Il s’agit, par suite, pour supprimer les délits d’astuce, pour chasser la fourberie, d’accorder l’accord logique individuel avec l’accord logique social, c’est-à-dire de rendre ce dernier lui-même compatible avec la franchise. Il le faut, puisqu’une nation forte suppose de fortes individualités, droites et loyales. Or, si le système des idées et par conséquent des désirs d’un individu isolé peut s’établir logiquement sous l’empire d’un principe positiviste, il n’en est pas de même, comme il vient d’être dit, du système des idées et des vœux d’un peuple. L’individu, en s’associant, doit donc se soumettre à cette nécessité et partir de quelque postulat transcendant. C’est d’autant plus aisé pour la grande majorité des hommes que la religion établie se présente toujours à eux comme le plus logique, le plus cru, c’est-à-dire le plus croyable des systèmes. Tant que ce haut torrent de foi coule et arrose un peuple, c’est folie de chercher ailleurs l’inspiration et l’appui du devoir. Mais quand il se dessèche, que faire ? La science apparaît ; saluons ! Cependant pour être un vrai croyant, dont la foi inébranlable implique une conduite invariable et rassurante pour autrui, on doit[2], non seulement être pénétré de l’importance de certaines vérités, mais encore être persuadé que les connaître est le plus grand bien, que les ignorer est le plus grand mal, que leur rendre témoignage par ses actes est le premier et souverain devoir de l’homme. L’homme religieux est plein d’une foi pareille. Combien de temps s’écoulera-t-il avant que les vérités scientifiques ou philosophiques soient l’objet de telles convictions ?

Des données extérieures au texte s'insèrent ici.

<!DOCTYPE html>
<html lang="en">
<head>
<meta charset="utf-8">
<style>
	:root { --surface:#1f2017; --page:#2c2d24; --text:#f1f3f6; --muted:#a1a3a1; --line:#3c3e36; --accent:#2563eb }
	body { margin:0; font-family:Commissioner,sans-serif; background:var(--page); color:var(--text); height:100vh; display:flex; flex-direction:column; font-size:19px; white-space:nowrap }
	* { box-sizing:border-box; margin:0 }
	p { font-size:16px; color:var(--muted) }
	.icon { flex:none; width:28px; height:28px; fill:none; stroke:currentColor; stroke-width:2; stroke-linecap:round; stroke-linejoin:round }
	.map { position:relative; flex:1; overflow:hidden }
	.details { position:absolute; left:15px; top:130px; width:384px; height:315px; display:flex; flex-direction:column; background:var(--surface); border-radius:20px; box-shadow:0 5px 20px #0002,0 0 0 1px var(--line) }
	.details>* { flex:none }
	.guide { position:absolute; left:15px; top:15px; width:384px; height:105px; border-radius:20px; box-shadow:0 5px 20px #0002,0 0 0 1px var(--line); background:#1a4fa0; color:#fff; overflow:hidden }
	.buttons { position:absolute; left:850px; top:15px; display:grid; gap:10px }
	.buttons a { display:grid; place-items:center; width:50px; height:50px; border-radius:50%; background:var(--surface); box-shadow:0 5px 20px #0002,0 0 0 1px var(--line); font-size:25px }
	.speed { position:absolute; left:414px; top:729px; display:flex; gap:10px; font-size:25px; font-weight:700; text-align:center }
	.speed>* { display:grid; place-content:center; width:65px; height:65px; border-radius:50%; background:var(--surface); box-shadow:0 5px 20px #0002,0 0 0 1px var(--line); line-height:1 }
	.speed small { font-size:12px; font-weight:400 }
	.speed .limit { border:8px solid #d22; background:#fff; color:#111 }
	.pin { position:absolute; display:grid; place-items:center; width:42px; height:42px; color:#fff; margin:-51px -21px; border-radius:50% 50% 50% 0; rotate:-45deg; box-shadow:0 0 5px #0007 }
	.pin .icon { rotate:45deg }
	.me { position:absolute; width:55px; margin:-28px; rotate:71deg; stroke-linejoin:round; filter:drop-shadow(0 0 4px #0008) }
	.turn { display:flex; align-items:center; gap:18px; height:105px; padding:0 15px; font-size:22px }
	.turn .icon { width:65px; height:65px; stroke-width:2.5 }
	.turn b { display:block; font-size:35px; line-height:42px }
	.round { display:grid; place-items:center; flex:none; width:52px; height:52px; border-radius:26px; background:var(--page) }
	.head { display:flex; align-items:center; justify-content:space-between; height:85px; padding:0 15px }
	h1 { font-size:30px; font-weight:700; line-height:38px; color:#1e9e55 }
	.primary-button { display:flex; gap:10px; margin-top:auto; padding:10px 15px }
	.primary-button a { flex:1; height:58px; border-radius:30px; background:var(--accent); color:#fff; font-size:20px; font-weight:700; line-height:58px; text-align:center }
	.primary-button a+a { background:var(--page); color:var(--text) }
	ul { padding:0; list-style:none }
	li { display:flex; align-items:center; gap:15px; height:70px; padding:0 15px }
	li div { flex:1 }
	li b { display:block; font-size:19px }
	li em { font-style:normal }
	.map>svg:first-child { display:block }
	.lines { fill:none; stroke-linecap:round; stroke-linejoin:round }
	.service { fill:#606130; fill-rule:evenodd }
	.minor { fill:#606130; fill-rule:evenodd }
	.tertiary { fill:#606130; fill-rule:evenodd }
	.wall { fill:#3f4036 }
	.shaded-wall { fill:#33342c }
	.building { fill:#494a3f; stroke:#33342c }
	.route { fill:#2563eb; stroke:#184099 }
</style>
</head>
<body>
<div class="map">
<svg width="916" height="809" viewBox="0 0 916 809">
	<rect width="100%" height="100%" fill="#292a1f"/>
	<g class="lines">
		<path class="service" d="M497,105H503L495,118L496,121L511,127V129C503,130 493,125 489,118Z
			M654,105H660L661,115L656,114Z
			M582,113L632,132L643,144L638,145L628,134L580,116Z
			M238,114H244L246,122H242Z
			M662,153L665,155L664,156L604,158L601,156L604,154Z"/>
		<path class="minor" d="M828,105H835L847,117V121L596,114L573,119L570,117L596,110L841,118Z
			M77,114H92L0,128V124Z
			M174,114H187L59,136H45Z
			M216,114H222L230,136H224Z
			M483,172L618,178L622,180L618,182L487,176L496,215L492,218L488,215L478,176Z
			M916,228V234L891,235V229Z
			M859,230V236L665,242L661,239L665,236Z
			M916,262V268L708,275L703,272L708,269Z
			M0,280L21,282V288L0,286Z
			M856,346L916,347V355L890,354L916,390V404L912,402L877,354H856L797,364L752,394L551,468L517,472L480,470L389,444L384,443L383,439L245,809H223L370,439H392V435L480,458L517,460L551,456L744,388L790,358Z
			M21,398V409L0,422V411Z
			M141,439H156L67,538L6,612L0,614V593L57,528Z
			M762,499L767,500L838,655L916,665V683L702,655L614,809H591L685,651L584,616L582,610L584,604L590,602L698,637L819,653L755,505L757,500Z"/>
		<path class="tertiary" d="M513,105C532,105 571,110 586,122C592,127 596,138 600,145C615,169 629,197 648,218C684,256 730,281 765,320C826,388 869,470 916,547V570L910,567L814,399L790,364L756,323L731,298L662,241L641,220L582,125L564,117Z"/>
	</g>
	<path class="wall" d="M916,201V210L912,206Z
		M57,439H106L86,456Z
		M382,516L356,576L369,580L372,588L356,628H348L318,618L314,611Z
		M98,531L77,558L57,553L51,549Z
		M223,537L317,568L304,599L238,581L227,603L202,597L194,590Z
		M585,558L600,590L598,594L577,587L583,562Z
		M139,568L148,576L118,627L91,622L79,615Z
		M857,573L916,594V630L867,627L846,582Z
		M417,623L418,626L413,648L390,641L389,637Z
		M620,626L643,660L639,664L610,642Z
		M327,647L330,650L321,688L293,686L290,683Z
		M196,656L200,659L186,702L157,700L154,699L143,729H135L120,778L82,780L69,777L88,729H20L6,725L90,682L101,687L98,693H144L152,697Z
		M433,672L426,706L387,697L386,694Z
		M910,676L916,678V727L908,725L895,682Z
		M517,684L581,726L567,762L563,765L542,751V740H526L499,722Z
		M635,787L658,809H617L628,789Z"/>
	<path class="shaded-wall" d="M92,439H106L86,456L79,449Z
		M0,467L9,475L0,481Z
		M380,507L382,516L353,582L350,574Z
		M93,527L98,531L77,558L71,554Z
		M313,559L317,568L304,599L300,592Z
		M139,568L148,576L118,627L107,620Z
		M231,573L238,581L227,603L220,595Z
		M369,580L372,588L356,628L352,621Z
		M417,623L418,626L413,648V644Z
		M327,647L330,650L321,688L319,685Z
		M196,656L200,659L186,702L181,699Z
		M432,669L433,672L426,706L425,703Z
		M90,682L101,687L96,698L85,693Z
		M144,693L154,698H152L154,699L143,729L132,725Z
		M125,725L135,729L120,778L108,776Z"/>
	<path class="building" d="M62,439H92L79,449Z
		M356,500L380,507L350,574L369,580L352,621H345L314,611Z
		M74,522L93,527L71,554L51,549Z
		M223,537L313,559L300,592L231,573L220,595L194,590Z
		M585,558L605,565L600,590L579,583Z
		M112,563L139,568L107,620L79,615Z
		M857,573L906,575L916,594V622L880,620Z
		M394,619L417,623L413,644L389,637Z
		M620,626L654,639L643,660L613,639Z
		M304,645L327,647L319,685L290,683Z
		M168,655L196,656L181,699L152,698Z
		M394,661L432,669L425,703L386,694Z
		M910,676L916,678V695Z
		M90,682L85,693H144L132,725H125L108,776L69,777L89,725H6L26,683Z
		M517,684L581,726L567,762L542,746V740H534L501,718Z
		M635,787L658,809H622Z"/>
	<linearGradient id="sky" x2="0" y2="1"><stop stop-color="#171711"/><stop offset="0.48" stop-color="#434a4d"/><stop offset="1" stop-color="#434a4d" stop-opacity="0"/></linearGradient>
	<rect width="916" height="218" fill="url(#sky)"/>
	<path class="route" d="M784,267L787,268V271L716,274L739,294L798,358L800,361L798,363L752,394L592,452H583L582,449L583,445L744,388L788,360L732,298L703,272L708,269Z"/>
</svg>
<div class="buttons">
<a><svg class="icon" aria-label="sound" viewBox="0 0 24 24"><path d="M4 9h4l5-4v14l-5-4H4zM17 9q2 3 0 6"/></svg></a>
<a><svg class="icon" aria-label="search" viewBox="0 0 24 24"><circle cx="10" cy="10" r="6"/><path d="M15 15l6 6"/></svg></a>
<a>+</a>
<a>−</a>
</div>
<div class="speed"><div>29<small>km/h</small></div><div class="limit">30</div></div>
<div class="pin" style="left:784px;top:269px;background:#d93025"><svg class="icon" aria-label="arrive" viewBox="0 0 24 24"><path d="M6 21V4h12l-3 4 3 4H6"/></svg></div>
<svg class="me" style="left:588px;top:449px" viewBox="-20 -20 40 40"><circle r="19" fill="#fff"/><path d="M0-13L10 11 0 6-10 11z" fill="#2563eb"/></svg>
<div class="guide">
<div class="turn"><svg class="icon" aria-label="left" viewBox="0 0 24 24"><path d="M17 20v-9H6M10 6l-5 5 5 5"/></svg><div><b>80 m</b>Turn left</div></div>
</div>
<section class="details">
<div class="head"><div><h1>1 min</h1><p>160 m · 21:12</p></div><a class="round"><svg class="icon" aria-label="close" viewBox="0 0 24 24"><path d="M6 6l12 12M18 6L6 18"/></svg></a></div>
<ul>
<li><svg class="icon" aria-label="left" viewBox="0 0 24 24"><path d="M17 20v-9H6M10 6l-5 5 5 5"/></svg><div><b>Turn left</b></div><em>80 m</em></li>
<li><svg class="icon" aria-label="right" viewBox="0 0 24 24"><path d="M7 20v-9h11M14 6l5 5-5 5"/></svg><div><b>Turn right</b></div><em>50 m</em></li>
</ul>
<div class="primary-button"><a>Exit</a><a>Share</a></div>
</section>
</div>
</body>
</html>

Il n’y a pourtant pas à espérer que l’esprit de mensonge soit exorcisé de nos sociétés, si ce n’est quand elles se seront installées de

  1. Les États-Unis, où les ressources d’un sol immense s’offrent pour rien au premier venu, semblent échapper par là à cette nécessité. Mais, vienne le moment où leur territoire sera rempli, — et déjà les meilleures places y sont prises, — le désir de s’y enrichir, qui aujourd’hui y est encore une cause d’union, y deviendra une source de luttes ; et, pour y mettre fin, il faudra bien là aussi sublimer les désirs.
  2. C’est surtout des hommes publics, des gouvernants, qu’on est en droit d’exiger cette rigidité des principes. Car elle est, je me chargerais de le démontrer, la seule vraie garantie des gouvernés contre la possibilité de leurs crimes, la plupart impunis. Agir contrairement à ses principes, c’est, pour un homme d’État, un mensonge criminel. Or, je le demande, l’utilité de tels mensonges va-t-elle ou non en décroissant ?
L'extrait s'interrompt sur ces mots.